Beyond trying to decrease the mutant protein, another approach Yohrling outlined is halting CAG expansion. Blood tests may show that someone who carries the disease-causing mutation has, say, 42 CAG repeats in their gene. But as people get older, those repeats multiply in neurons and other cells, like a record skipping for longer and longer. The hypothesis, Yohrling said, is that “if we could stop the expansion, we could stop the disease.”
A company called Triplet Therapeutics, which is focused on these so-called repeat expansion disorders, is pursuing an HD treatment based on this strategy.
For now, though, patients and their families are trying to adjust to the trial news.
Nathan Wilmoth, 43, of Brandon, Miss., was receiving injections in the Roche trial through last February, when a separate medical issue forced him to pause. He and his family were hoping that they could find a way to restart the therapy when Roche’s announcement came last month.
They’re not sure if Nathan was receiving the placebo or tominersen, but they felt there were some improvements in his walking and cognition. But there’s also been disease progression in the past year. Nathan has more anxiety issues, and Heather holds his hand when he walks to keep him steady. His speech is slurring.

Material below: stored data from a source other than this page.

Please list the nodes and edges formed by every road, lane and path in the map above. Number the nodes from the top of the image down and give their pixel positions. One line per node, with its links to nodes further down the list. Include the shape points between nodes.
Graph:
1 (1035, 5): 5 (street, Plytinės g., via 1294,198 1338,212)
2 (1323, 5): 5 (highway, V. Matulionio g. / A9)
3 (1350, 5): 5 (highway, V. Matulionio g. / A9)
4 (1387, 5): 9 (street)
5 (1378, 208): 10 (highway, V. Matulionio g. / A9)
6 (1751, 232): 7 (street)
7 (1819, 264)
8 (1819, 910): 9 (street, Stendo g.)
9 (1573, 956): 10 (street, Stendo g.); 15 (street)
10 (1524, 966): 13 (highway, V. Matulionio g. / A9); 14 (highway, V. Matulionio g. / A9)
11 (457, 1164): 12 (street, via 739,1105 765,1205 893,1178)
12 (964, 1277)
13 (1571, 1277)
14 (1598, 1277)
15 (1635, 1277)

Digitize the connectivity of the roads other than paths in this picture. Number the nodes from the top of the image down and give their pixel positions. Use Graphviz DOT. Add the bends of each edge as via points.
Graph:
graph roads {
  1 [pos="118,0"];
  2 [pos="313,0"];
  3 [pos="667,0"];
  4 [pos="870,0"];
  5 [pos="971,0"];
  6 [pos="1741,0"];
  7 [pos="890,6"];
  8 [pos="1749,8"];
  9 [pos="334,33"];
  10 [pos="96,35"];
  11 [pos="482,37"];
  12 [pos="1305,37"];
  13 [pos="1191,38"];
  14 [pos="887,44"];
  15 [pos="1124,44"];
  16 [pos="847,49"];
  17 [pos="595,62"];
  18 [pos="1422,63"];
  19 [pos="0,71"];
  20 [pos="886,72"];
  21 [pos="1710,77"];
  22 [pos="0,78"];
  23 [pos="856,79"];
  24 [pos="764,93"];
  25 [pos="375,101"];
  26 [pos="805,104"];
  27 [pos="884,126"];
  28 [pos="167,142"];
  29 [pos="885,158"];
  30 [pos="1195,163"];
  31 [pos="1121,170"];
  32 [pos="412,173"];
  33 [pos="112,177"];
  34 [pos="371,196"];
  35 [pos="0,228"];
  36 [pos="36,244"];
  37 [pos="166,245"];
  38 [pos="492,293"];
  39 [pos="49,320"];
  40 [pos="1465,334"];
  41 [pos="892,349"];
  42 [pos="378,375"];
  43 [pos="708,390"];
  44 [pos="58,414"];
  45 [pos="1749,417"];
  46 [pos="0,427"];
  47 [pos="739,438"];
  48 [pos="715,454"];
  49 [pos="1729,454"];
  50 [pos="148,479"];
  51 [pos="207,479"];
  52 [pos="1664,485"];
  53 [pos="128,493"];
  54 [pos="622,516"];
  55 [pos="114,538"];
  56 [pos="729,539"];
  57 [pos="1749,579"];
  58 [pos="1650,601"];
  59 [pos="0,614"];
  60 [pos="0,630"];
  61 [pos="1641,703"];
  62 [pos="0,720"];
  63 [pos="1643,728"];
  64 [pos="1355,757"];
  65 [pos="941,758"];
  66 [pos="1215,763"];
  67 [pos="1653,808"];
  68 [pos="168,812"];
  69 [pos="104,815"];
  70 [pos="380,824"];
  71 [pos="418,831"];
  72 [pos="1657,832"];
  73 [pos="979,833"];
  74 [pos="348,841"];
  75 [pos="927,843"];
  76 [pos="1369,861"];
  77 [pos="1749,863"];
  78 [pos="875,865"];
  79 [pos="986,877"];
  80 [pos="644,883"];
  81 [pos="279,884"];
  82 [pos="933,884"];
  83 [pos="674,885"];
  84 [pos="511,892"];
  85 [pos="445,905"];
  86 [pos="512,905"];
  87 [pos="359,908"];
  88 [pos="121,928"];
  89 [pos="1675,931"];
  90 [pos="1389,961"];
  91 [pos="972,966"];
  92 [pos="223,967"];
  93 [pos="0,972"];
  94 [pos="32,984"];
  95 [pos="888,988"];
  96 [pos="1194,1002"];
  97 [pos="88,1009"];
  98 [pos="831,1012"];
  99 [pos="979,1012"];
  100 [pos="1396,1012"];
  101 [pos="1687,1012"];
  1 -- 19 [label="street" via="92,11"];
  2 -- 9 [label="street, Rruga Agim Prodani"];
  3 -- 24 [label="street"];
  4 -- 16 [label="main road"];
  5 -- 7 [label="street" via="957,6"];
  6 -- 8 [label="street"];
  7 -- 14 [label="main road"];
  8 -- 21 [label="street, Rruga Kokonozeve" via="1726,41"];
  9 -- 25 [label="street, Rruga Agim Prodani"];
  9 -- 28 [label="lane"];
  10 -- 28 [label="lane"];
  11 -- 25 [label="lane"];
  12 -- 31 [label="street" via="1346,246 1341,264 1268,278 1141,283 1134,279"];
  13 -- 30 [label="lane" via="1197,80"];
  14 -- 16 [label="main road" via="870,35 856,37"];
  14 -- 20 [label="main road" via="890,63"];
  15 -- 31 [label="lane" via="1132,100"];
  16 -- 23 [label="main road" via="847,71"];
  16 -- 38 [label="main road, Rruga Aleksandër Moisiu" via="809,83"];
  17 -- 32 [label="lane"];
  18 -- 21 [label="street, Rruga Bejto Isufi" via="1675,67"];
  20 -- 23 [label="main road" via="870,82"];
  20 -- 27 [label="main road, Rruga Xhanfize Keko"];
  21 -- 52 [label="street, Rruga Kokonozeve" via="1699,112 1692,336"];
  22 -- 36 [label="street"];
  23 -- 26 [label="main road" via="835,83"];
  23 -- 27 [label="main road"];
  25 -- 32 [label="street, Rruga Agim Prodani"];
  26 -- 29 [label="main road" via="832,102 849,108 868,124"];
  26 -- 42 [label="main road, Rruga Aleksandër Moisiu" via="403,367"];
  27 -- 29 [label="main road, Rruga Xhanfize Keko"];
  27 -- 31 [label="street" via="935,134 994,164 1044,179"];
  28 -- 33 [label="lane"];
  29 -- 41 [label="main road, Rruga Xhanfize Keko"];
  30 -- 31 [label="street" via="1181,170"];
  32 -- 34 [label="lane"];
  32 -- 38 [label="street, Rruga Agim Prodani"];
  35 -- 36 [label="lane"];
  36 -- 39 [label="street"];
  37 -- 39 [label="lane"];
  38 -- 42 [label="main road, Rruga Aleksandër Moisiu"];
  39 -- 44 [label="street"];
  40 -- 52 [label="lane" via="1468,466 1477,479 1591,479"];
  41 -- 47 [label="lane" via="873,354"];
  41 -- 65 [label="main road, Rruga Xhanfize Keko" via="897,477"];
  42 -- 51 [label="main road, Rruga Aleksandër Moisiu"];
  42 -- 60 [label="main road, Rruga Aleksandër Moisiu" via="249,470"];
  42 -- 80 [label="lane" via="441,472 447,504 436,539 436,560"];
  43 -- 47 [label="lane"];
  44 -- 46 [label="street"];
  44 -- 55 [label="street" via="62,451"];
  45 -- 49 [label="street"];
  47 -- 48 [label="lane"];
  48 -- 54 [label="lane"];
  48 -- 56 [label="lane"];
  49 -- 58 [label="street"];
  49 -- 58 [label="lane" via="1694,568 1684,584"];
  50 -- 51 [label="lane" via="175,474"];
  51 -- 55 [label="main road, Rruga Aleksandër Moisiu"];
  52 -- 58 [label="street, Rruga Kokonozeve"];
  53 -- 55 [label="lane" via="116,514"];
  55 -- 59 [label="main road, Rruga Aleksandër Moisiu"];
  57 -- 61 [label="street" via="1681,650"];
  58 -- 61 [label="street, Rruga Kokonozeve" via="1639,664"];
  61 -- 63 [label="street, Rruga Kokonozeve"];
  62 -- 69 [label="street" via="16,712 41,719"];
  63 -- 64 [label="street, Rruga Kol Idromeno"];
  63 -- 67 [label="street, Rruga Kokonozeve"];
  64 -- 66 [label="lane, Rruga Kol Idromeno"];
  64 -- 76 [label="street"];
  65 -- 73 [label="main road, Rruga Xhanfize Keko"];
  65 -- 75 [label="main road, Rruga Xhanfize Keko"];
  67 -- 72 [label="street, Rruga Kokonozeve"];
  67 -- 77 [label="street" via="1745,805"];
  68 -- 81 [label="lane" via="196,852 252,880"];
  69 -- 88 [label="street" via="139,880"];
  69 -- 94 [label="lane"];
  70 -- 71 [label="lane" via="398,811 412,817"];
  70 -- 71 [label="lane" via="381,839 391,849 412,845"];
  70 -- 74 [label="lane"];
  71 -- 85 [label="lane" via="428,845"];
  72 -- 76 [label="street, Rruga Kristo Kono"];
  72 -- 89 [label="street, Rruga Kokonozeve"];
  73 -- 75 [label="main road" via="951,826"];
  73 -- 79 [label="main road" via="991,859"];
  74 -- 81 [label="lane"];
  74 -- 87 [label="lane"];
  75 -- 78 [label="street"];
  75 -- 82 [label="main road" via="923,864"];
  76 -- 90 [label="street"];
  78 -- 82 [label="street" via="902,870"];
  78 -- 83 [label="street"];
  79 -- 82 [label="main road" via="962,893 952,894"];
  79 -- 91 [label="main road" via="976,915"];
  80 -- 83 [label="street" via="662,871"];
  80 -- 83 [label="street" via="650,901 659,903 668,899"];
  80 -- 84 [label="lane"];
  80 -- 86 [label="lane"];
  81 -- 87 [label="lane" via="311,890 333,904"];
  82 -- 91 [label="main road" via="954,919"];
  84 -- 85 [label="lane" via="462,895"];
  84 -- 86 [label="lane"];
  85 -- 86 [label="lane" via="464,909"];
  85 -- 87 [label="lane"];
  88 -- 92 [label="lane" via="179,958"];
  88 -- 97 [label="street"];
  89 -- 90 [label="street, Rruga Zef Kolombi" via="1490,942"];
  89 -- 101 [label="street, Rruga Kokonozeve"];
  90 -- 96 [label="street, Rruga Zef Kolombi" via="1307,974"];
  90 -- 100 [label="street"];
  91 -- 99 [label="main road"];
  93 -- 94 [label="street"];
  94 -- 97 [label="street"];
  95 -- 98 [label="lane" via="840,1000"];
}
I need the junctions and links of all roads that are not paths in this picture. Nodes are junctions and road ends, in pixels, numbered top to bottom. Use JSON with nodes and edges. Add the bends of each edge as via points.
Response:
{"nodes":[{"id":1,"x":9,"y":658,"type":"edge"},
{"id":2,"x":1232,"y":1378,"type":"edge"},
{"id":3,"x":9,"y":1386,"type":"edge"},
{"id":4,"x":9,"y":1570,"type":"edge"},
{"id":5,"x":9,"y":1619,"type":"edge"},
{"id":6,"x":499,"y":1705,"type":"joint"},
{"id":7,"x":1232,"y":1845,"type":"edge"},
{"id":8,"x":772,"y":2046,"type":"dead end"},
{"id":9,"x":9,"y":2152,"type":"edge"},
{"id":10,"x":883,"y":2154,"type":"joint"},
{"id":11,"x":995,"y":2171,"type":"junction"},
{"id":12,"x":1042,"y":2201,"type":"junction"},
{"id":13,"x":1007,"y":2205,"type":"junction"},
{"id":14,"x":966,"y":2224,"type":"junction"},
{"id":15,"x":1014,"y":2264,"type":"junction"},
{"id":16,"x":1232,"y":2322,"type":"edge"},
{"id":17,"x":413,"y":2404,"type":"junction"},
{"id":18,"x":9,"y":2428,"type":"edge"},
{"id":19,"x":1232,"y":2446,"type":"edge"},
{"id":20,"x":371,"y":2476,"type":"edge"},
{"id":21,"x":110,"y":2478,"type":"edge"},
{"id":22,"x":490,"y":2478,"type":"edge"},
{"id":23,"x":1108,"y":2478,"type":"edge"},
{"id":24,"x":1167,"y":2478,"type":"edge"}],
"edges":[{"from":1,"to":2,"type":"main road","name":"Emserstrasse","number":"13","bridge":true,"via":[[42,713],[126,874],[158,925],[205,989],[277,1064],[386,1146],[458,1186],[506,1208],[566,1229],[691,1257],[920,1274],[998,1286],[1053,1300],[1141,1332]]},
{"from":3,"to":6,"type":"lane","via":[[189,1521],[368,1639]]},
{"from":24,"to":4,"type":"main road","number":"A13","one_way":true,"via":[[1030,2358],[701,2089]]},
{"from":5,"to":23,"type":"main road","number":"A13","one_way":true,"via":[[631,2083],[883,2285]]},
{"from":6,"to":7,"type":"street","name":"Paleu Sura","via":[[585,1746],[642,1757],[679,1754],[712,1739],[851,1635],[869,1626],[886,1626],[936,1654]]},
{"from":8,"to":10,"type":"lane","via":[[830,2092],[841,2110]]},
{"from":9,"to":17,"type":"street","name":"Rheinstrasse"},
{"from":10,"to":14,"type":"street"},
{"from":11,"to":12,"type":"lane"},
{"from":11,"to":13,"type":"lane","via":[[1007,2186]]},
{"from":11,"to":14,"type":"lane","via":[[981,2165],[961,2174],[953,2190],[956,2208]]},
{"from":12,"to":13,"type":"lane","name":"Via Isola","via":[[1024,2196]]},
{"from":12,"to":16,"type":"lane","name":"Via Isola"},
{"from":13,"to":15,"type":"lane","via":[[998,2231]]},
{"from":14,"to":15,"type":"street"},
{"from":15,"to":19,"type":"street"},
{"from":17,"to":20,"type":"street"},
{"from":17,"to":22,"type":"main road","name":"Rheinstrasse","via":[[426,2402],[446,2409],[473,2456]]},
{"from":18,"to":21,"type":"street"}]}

Right now, they’re trying to come up with plans to build a house that can accommodate Nathan as his disease advances, one with a shower that can fit a wheelchair so Heather can eventually wash him and one with a bedroom big enough for a regular bed and hospital bed. They’re having to anticipate when Nathan’s condition gets to that point.
People participate in clinical trials in hopes not just that the drug in question might help them, but that the study might lead to better treatments for others. With Huntington’s, that desire can be personal. There’s a 50-50 chance that people who have the disease pass it on to their children, and Nathan has a 15-year-old and 6-year-old. (When people turn 18, they can choose to get a genetic test to find out whether they have the mutant gene or not.)
“From a selfish standpoint, I’d like to have my husband for longer than just a few years,” Heather said. But she added: “There was a lot of hope that even if it didn’t help Nathan, it would help our kids.”